# Records to use
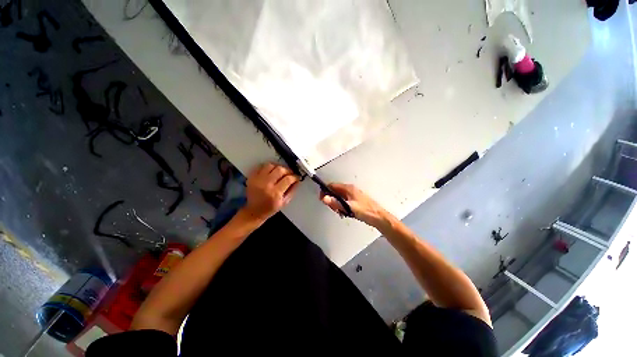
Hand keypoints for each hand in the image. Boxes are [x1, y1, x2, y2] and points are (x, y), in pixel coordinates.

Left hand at [241, 163, 299, 222]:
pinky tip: (271, 171)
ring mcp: (257, 180)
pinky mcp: (251, 177)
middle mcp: (266, 185)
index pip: (288, 179)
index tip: (297, 177)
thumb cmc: (270, 208)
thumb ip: (292, 191)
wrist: (253, 211)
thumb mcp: (284, 203)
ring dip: (277, 167)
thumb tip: (297, 181)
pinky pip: (260, 166)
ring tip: (280, 172)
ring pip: (270, 165)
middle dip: (287, 170)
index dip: (295, 177)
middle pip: (280, 170)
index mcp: (275, 193)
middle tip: (289, 174)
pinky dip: (267, 167)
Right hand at [320, 183, 388, 227]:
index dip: (325, 191)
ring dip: (337, 205)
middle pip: (335, 192)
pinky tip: (345, 213)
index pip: (332, 186)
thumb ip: (336, 203)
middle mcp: (350, 190)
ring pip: (339, 198)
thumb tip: (325, 198)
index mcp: (348, 189)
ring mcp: (352, 195)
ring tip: (341, 212)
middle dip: (331, 200)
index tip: (322, 199)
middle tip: (334, 209)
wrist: (378, 217)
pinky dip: (342, 207)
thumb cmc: (365, 211)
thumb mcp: (349, 207)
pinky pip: (344, 202)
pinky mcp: (354, 201)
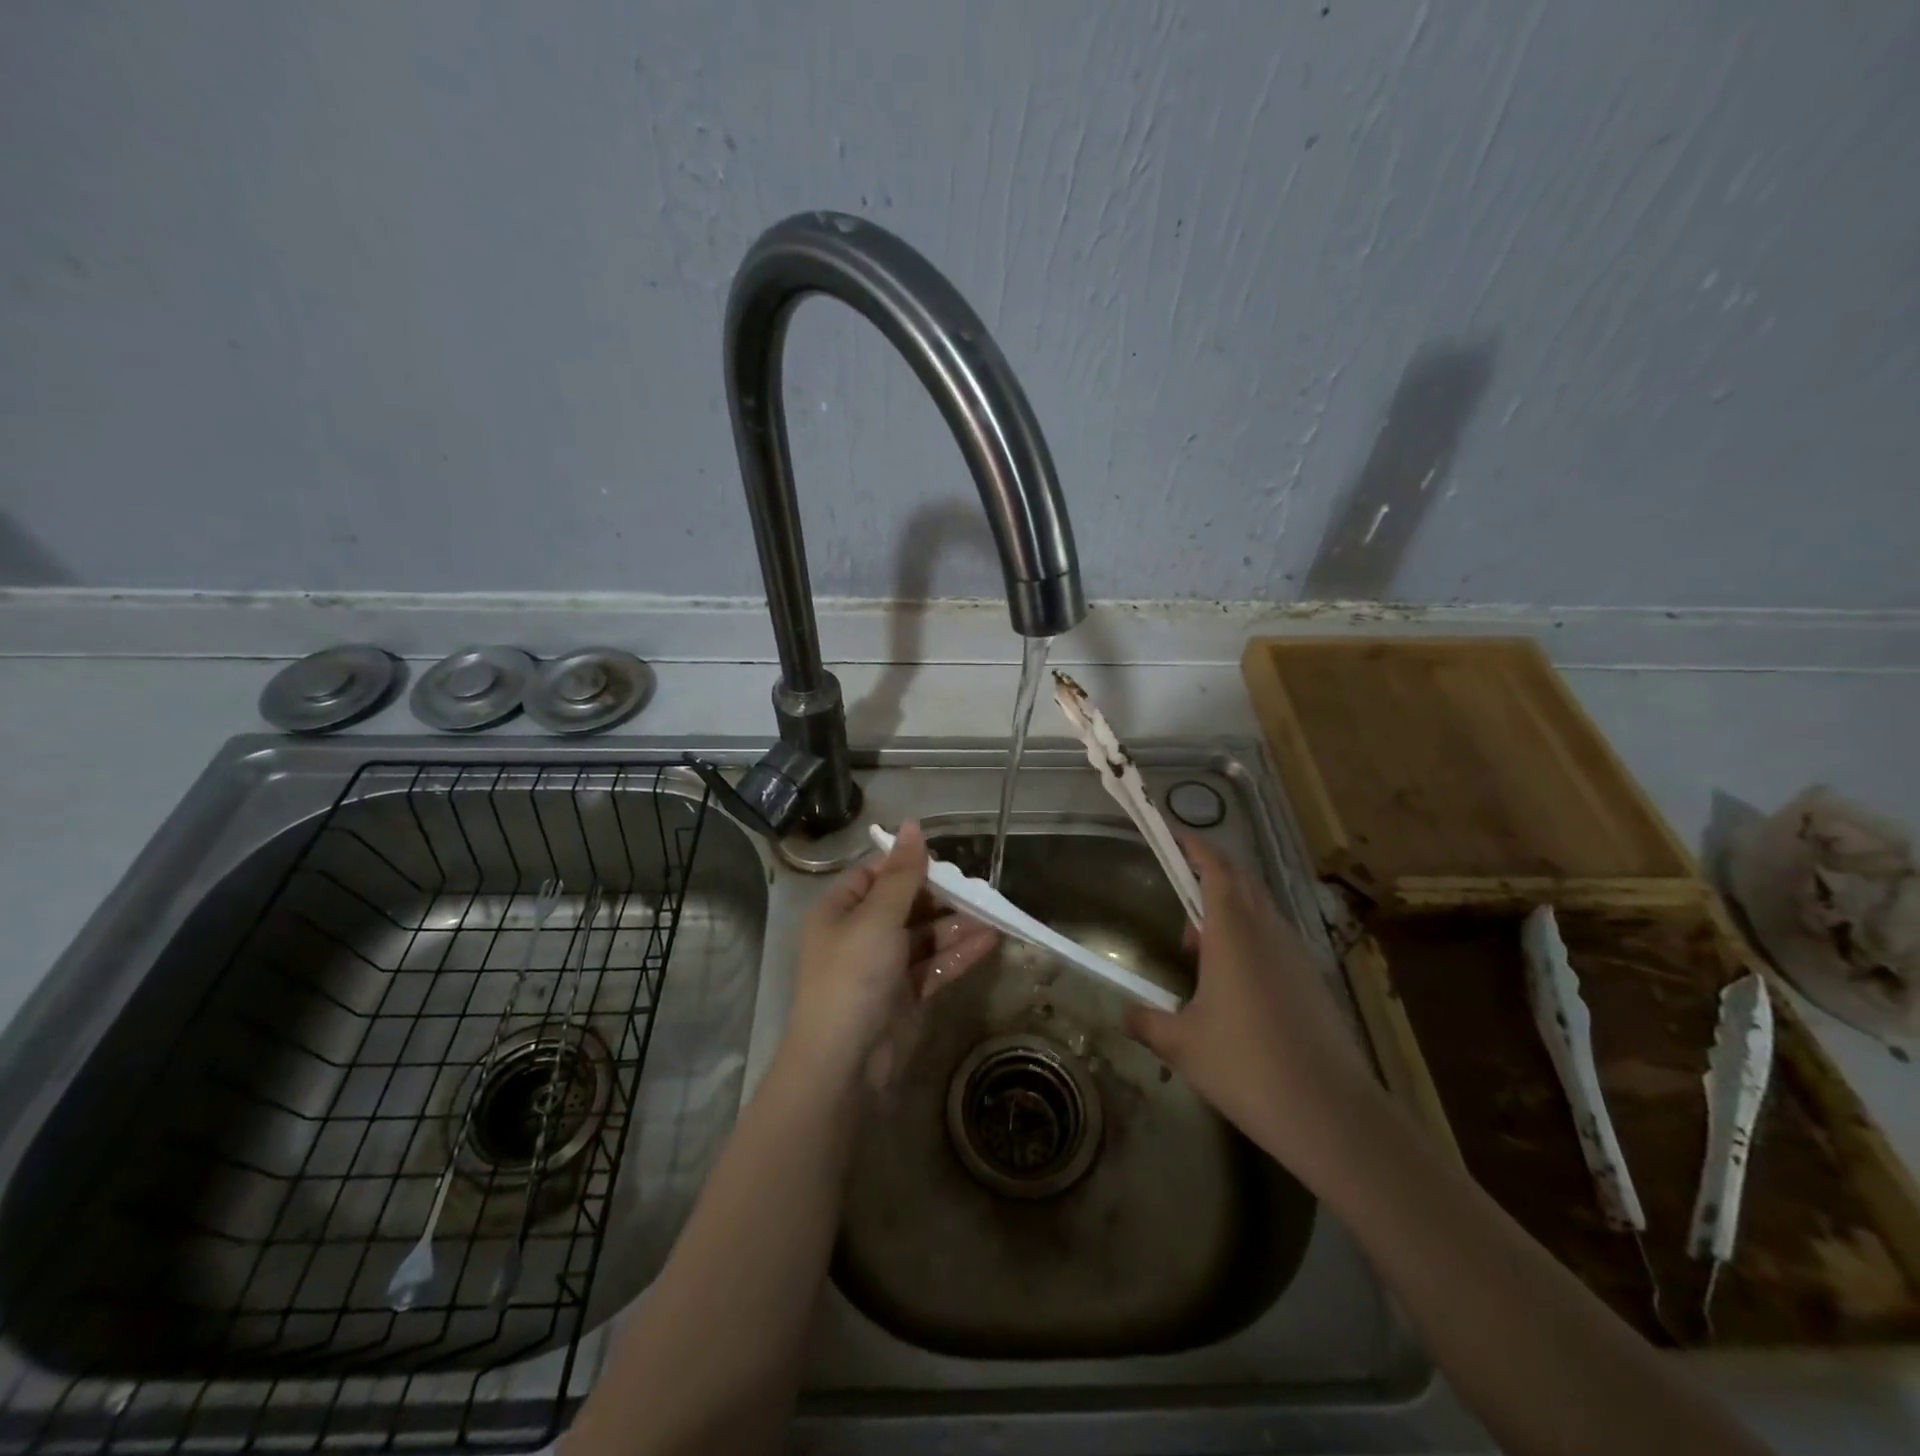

# Task item
Find the line with "ring dip: (277, 167)" in the entries above. Retype it and each line after it, exactly, through the line with "index pip: (332, 186)", and stop there.

# Result below
ring dip: (277, 167)
thumb tip: (297, 181)
pinky pip: (260, 166)
ring tip: (280, 172)
ring pip: (270, 165)
middle dip: (287, 170)
index dip: (295, 177)
middle pip: (280, 170)
index mcp: (275, 193)
middle tip: (289, 174)
pinky dip: (267, 167)
Right hand at [320, 183, 388, 227]:
index dip: (325, 191)
ring dip: (337, 205)
middle pip: (335, 192)
pinky tip: (345, 213)
index pip: (332, 186)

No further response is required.